**GIVEN DATA:**
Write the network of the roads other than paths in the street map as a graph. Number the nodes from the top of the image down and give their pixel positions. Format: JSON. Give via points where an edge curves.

* * *

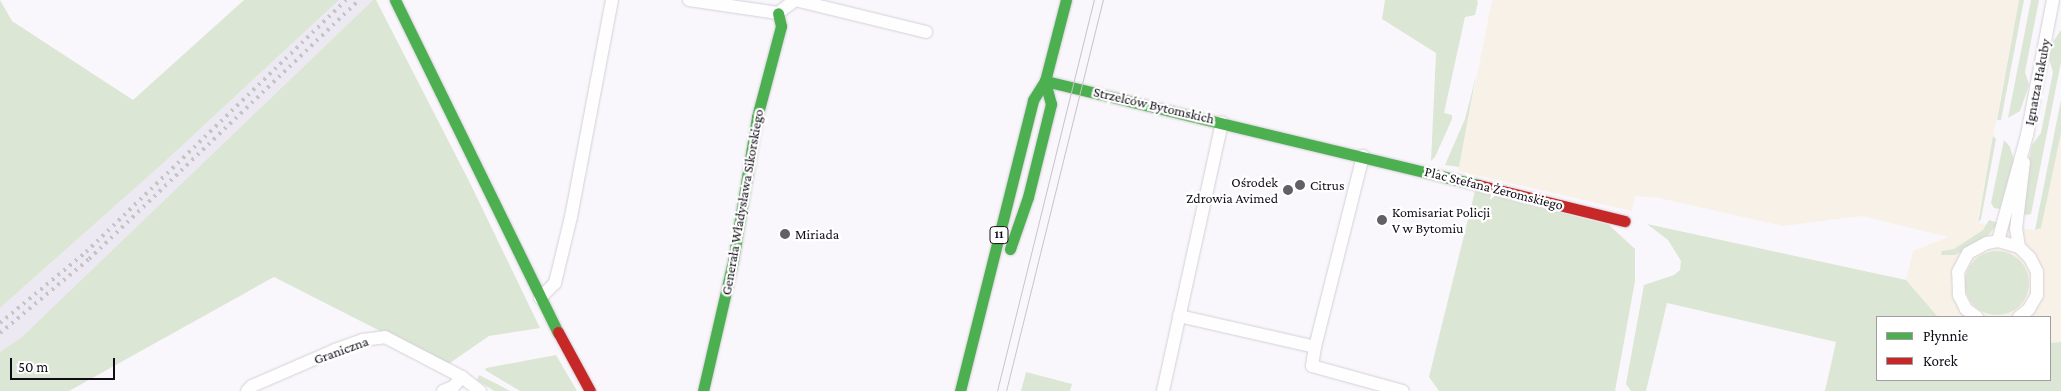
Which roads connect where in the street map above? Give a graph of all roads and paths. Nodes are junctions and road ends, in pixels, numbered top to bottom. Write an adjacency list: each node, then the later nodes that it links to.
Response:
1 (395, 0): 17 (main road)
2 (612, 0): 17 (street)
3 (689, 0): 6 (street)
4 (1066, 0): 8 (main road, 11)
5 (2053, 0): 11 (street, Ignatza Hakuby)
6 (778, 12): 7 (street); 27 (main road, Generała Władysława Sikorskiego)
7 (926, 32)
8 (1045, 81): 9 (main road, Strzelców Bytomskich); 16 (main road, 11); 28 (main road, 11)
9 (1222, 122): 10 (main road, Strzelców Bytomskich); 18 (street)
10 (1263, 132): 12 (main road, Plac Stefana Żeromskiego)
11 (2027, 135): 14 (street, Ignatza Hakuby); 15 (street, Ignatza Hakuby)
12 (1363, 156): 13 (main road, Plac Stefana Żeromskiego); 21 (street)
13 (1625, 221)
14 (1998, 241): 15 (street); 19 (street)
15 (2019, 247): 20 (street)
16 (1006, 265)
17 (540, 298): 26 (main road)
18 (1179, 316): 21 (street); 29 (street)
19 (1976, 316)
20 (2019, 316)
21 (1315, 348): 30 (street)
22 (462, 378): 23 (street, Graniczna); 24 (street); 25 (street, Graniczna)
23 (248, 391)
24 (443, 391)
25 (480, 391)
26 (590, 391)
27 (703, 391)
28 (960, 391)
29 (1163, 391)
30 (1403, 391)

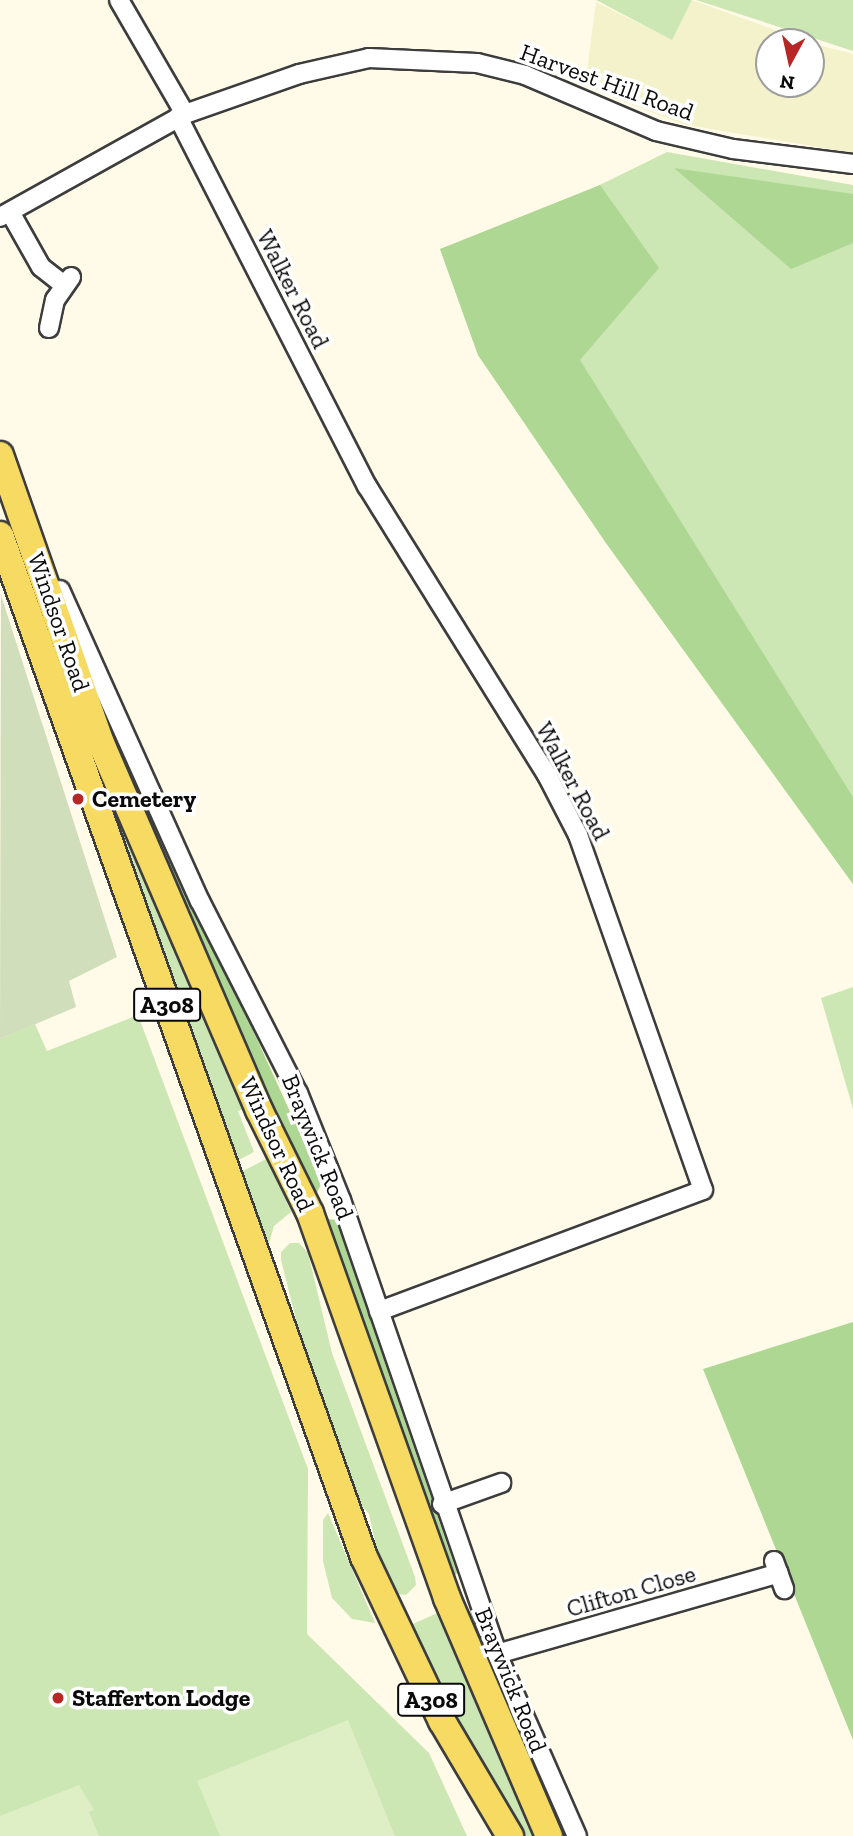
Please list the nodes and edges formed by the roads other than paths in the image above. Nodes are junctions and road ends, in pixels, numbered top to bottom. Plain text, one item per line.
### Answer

* * *

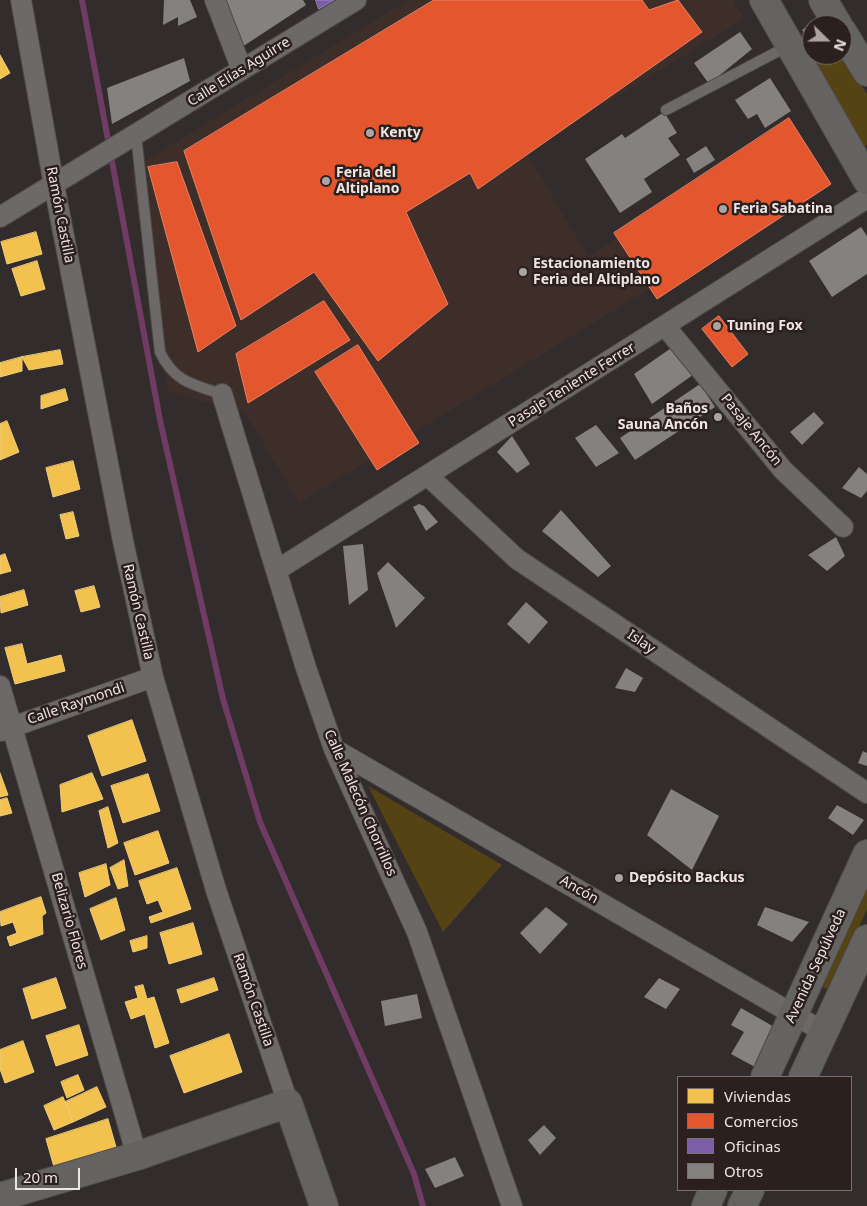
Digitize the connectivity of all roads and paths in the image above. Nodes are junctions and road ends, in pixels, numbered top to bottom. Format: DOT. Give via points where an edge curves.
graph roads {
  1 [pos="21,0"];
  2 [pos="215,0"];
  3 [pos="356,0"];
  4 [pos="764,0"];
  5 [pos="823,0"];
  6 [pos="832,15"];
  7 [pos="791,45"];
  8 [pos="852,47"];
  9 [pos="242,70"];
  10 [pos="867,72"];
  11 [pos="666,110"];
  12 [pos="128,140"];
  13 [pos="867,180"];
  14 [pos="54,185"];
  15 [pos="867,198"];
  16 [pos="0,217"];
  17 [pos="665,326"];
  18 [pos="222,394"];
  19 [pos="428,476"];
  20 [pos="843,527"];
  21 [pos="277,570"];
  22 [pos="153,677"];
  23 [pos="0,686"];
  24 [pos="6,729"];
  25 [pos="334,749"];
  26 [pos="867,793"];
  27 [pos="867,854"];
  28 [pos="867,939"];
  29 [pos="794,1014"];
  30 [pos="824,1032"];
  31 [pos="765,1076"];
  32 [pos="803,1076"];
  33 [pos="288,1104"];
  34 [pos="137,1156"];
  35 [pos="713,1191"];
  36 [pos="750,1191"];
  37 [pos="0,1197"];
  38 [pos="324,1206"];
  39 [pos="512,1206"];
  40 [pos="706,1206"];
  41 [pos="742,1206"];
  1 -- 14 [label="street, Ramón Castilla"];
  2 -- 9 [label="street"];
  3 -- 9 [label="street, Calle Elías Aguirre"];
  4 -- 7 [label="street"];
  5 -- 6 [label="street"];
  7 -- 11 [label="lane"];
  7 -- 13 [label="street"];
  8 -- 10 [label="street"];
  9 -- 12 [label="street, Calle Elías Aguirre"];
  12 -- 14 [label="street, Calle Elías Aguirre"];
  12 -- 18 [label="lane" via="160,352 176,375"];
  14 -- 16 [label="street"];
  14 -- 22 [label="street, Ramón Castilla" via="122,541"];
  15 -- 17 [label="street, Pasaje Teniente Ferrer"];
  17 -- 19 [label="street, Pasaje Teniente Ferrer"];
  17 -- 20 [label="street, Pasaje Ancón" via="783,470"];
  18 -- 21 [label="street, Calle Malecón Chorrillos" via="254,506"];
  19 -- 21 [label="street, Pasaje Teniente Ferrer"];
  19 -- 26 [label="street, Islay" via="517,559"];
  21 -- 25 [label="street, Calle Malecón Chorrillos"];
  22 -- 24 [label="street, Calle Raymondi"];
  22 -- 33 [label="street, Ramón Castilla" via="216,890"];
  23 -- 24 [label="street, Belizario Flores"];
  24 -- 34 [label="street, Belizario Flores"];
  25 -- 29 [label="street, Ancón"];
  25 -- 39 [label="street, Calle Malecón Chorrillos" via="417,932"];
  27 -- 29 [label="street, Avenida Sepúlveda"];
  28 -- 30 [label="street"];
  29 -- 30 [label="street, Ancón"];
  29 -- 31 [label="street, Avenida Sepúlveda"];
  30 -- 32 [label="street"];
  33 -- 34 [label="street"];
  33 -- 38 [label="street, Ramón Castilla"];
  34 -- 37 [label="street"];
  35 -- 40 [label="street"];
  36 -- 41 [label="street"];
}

**PROBLEM TO WORK ON:**
Scan the data above line by line. Please say how many lines hold the word "list", and give only that number.

**WRITTEN ANSWER:**
2